▶ ACTION ITEM: The reply should hold every record, copied exactly, and none of the pictures.

▶ RECORDS PROVIDED:
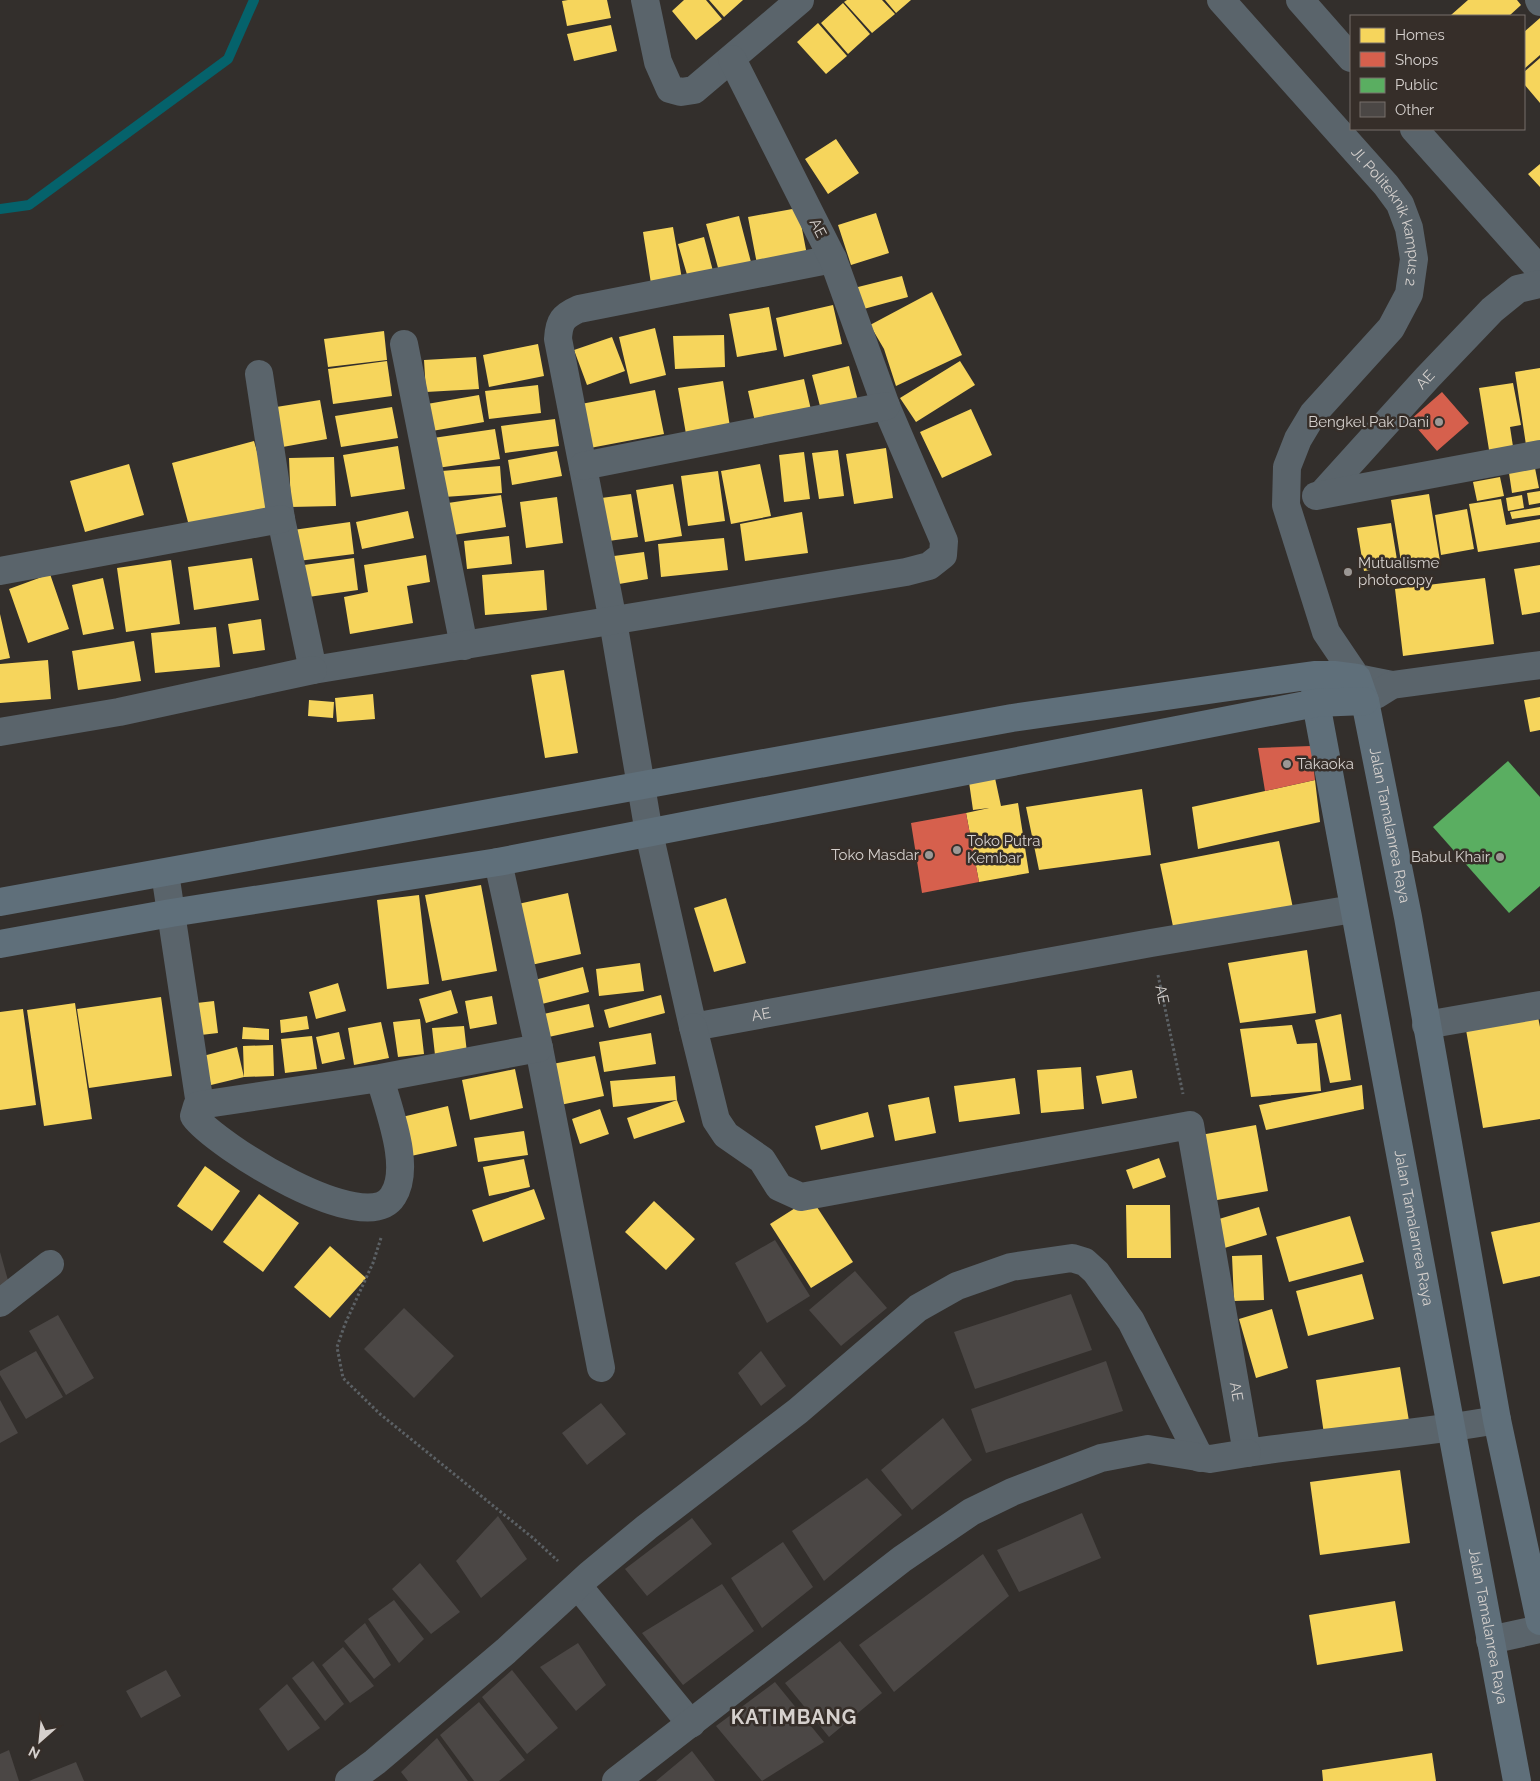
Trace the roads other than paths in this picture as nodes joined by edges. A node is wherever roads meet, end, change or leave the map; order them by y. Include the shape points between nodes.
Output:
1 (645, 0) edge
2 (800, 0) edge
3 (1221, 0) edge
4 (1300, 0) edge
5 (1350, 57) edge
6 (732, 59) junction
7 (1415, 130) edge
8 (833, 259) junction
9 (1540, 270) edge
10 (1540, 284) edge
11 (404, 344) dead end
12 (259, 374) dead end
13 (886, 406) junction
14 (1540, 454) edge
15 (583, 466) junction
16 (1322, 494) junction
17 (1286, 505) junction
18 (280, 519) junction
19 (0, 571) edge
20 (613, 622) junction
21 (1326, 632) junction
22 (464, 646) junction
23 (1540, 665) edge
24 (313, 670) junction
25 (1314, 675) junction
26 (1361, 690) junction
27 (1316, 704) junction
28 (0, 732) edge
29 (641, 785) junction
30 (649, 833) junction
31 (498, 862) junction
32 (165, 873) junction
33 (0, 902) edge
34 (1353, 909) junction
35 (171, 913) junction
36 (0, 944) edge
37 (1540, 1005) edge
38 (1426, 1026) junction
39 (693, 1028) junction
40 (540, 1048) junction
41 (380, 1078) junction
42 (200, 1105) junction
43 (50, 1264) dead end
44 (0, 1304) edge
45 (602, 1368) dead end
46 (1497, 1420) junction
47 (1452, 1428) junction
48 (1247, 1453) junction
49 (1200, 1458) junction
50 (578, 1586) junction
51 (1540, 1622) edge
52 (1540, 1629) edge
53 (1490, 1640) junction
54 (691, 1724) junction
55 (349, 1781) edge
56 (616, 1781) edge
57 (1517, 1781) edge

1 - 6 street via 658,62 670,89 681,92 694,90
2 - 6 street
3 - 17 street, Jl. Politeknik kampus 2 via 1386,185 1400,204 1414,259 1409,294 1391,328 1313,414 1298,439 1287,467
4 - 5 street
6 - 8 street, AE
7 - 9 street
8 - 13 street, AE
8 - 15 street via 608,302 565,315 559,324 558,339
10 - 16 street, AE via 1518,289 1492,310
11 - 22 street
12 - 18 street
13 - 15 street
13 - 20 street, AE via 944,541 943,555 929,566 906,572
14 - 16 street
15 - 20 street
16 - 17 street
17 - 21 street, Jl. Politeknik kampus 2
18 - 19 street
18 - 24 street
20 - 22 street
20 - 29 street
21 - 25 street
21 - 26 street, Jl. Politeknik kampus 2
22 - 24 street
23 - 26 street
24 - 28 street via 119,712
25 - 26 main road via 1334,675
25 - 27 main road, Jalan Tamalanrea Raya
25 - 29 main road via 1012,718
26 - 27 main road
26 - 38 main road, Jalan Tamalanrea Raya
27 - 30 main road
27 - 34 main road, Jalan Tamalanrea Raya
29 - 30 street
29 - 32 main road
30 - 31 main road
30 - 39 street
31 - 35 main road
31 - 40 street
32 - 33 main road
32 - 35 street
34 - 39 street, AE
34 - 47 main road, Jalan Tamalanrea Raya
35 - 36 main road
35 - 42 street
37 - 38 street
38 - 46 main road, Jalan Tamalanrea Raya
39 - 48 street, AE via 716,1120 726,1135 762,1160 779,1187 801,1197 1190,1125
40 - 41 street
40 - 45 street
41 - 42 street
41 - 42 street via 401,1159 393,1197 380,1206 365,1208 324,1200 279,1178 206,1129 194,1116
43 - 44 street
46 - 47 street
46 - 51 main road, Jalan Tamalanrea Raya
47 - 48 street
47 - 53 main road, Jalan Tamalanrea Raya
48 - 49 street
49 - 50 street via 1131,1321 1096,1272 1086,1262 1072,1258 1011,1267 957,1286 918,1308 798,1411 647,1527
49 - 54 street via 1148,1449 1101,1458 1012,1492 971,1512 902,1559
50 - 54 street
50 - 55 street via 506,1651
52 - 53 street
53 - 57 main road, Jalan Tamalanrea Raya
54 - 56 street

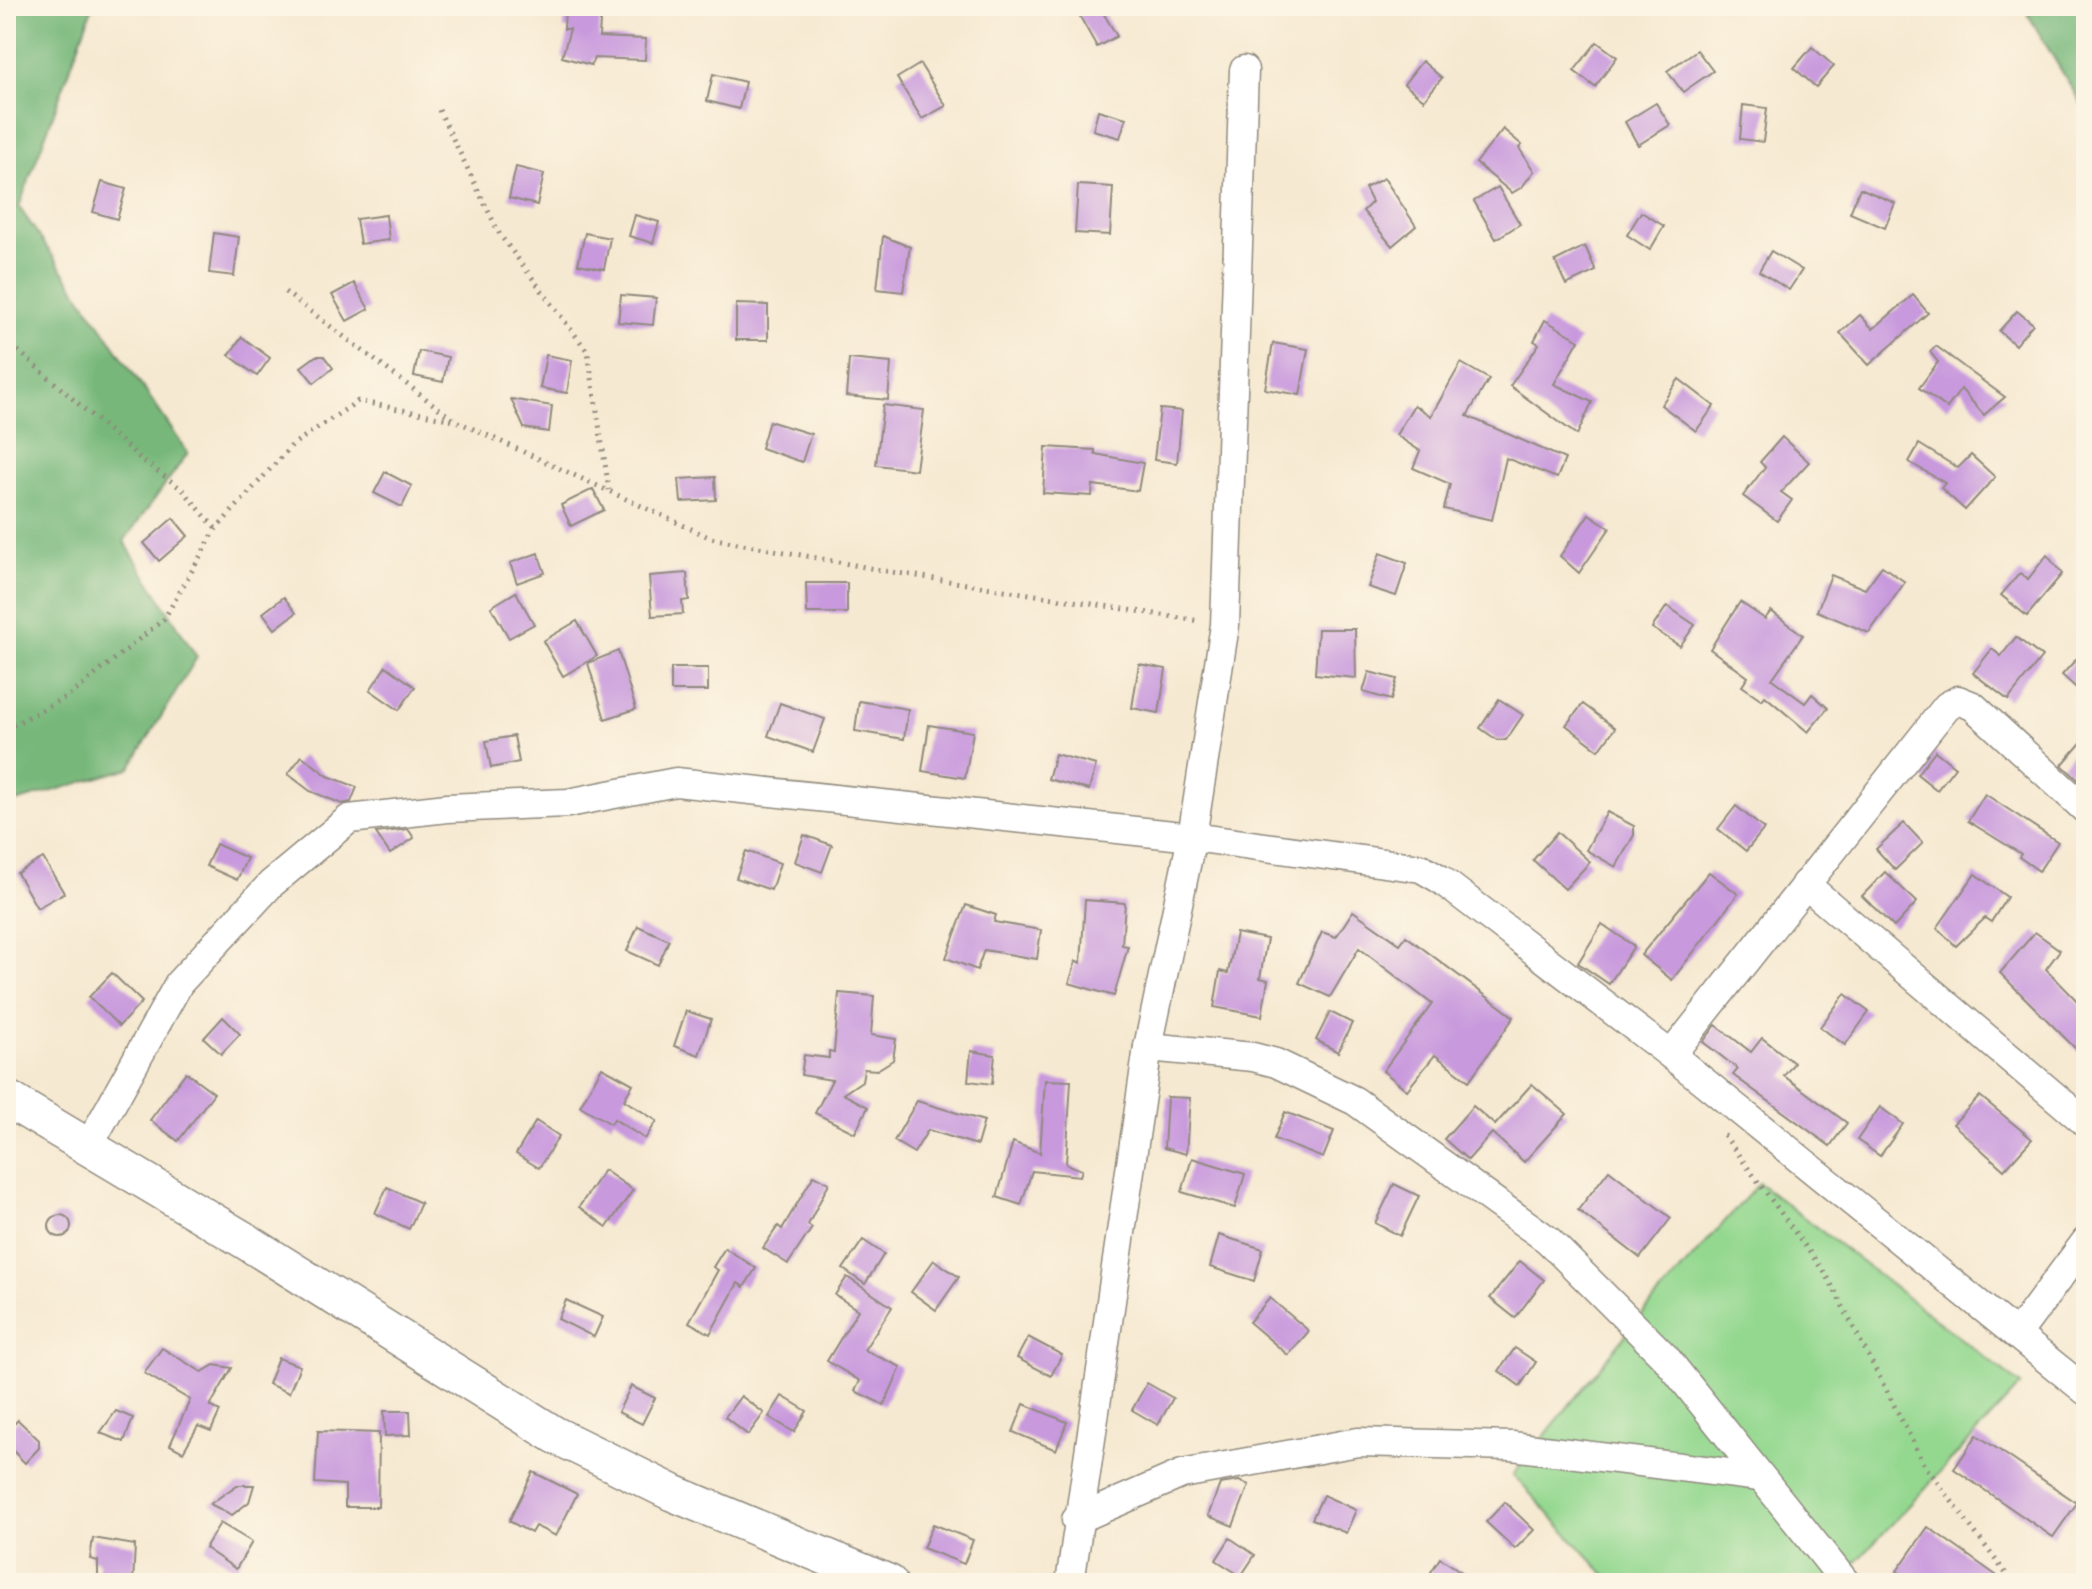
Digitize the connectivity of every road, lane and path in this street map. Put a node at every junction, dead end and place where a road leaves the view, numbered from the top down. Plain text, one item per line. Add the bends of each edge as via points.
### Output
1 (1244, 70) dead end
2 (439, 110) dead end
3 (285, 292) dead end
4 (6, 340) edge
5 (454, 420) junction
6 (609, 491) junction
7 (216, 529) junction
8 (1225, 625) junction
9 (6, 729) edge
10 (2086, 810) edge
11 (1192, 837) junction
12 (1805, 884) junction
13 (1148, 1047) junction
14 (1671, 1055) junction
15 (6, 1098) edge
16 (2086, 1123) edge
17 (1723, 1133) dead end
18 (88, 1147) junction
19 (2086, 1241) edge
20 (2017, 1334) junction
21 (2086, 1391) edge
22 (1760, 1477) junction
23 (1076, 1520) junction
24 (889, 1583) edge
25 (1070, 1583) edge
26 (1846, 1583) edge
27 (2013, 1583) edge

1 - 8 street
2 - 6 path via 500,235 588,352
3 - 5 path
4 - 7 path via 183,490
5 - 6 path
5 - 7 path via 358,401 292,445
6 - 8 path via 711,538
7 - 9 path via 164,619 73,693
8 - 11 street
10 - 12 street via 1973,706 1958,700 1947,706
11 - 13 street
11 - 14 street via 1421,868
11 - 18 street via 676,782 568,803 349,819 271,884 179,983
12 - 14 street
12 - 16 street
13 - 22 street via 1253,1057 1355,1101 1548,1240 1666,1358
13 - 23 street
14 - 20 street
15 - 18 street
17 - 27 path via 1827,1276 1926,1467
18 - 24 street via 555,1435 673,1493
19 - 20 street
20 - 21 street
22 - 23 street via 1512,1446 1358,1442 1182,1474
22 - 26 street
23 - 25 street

▶ EXERCISE RESPONSE:
Trace the roads other than paths in this picture as nodes joined by edges. A node is wherever roads meet, end, change or leave the map; order them by y. Include the shape points between nodes.
Output:
1 (645, 0) edge
2 (800, 0) edge
3 (1221, 0) edge
4 (1300, 0) edge
5 (1350, 57) edge
6 (732, 59) junction
7 (1415, 130) edge
8 (833, 259) junction
9 (1540, 270) edge
10 (1540, 284) edge
11 (404, 344) dead end
12 (259, 374) dead end
13 (886, 406) junction
14 (1540, 454) edge
15 (583, 466) junction
16 (1322, 494) junction
17 (1286, 505) junction
18 (280, 519) junction
19 (0, 571) edge
20 (613, 622) junction
21 (1326, 632) junction
22 (464, 646) junction
23 (1540, 665) edge
24 (313, 670) junction
25 (1314, 675) junction
26 (1361, 690) junction
27 (1316, 704) junction
28 (0, 732) edge
29 (641, 785) junction
30 (649, 833) junction
31 (498, 862) junction
32 (165, 873) junction
33 (0, 902) edge
34 (1353, 909) junction
35 (171, 913) junction
36 (0, 944) edge
37 (1540, 1005) edge
38 (1426, 1026) junction
39 (693, 1028) junction
40 (540, 1048) junction
41 (380, 1078) junction
42 (200, 1105) junction
43 (50, 1264) dead end
44 (0, 1304) edge
45 (602, 1368) dead end
46 (1497, 1420) junction
47 (1452, 1428) junction
48 (1247, 1453) junction
49 (1200, 1458) junction
50 (578, 1586) junction
51 (1540, 1622) edge
52 (1540, 1629) edge
53 (1490, 1640) junction
54 (691, 1724) junction
55 (349, 1781) edge
56 (616, 1781) edge
57 (1517, 1781) edge

1 - 6 street via 658,62 670,89 681,92 694,90
2 - 6 street
3 - 17 street, Jl. Politeknik kampus 2 via 1386,185 1400,204 1414,259 1409,294 1391,328 1313,414 1298,439 1287,467
4 - 5 street
6 - 8 street, AE
7 - 9 street
8 - 13 street, AE
8 - 15 street via 608,302 565,315 559,324 558,339
10 - 16 street, AE via 1518,289 1492,310
11 - 22 street
12 - 18 street
13 - 15 street
13 - 20 street, AE via 944,541 943,555 929,566 906,572
14 - 16 street
15 - 20 street
16 - 17 street
17 - 21 street, Jl. Politeknik kampus 2
18 - 19 street
18 - 24 street
20 - 22 street
20 - 29 street
21 - 25 street
21 - 26 street, Jl. Politeknik kampus 2
22 - 24 street
23 - 26 street
24 - 28 street via 119,712
25 - 26 main road via 1334,675
25 - 27 main road, Jalan Tamalanrea Raya
25 - 29 main road via 1012,718
26 - 27 main road
26 - 38 main road, Jalan Tamalanrea Raya
27 - 30 main road
27 - 34 main road, Jalan Tamalanrea Raya
29 - 30 street
29 - 32 main road
30 - 31 main road
30 - 39 street
31 - 35 main road
31 - 40 street
32 - 33 main road
32 - 35 street
34 - 39 street, AE
34 - 47 main road, Jalan Tamalanrea Raya
35 - 36 main road
35 - 42 street
37 - 38 street
38 - 46 main road, Jalan Tamalanrea Raya
39 - 48 street, AE via 716,1120 726,1135 762,1160 779,1187 801,1197 1190,1125
40 - 41 street
40 - 45 street
41 - 42 street
41 - 42 street via 401,1159 393,1197 380,1206 365,1208 324,1200 279,1178 206,1129 194,1116
43 - 44 street
46 - 47 street
46 - 51 main road, Jalan Tamalanrea Raya
47 - 48 street
47 - 53 main road, Jalan Tamalanrea Raya
48 - 49 street
49 - 50 street via 1131,1321 1096,1272 1086,1262 1072,1258 1011,1267 957,1286 918,1308 798,1411 647,1527
49 - 54 street via 1148,1449 1101,1458 1012,1492 971,1512 902,1559
50 - 54 street
50 - 55 street via 506,1651
52 - 53 street
53 - 57 main road, Jalan Tamalanrea Raya
54 - 56 street

Digitize the connectivity of every road, lane and path in this street map. Put a node at every junction, dead end and place where a road leaves the view, numbered from the top down. Plain text, one item per line. Add the bends of each edge as via points.
### Output
1 (1244, 70) dead end
2 (439, 110) dead end
3 (285, 292) dead end
4 (6, 340) edge
5 (454, 420) junction
6 (609, 491) junction
7 (216, 529) junction
8 (1225, 625) junction
9 (6, 729) edge
10 (2086, 810) edge
11 (1192, 837) junction
12 (1805, 884) junction
13 (1148, 1047) junction
14 (1671, 1055) junction
15 (6, 1098) edge
16 (2086, 1123) edge
17 (1723, 1133) dead end
18 (88, 1147) junction
19 (2086, 1241) edge
20 (2017, 1334) junction
21 (2086, 1391) edge
22 (1760, 1477) junction
23 (1076, 1520) junction
24 (889, 1583) edge
25 (1070, 1583) edge
26 (1846, 1583) edge
27 (2013, 1583) edge

1 - 8 street
2 - 6 path via 500,235 588,352
3 - 5 path
4 - 7 path via 183,490
5 - 6 path
5 - 7 path via 358,401 292,445
6 - 8 path via 711,538
7 - 9 path via 164,619 73,693
8 - 11 street
10 - 12 street via 1973,706 1958,700 1947,706
11 - 13 street
11 - 14 street via 1421,868
11 - 18 street via 676,782 568,803 349,819 271,884 179,983
12 - 14 street
12 - 16 street
13 - 22 street via 1253,1057 1355,1101 1548,1240 1666,1358
13 - 23 street
14 - 20 street
15 - 18 street
17 - 27 path via 1827,1276 1926,1467
18 - 24 street via 555,1435 673,1493
19 - 20 street
20 - 21 street
22 - 23 street via 1512,1446 1358,1442 1182,1474
22 - 26 street
23 - 25 street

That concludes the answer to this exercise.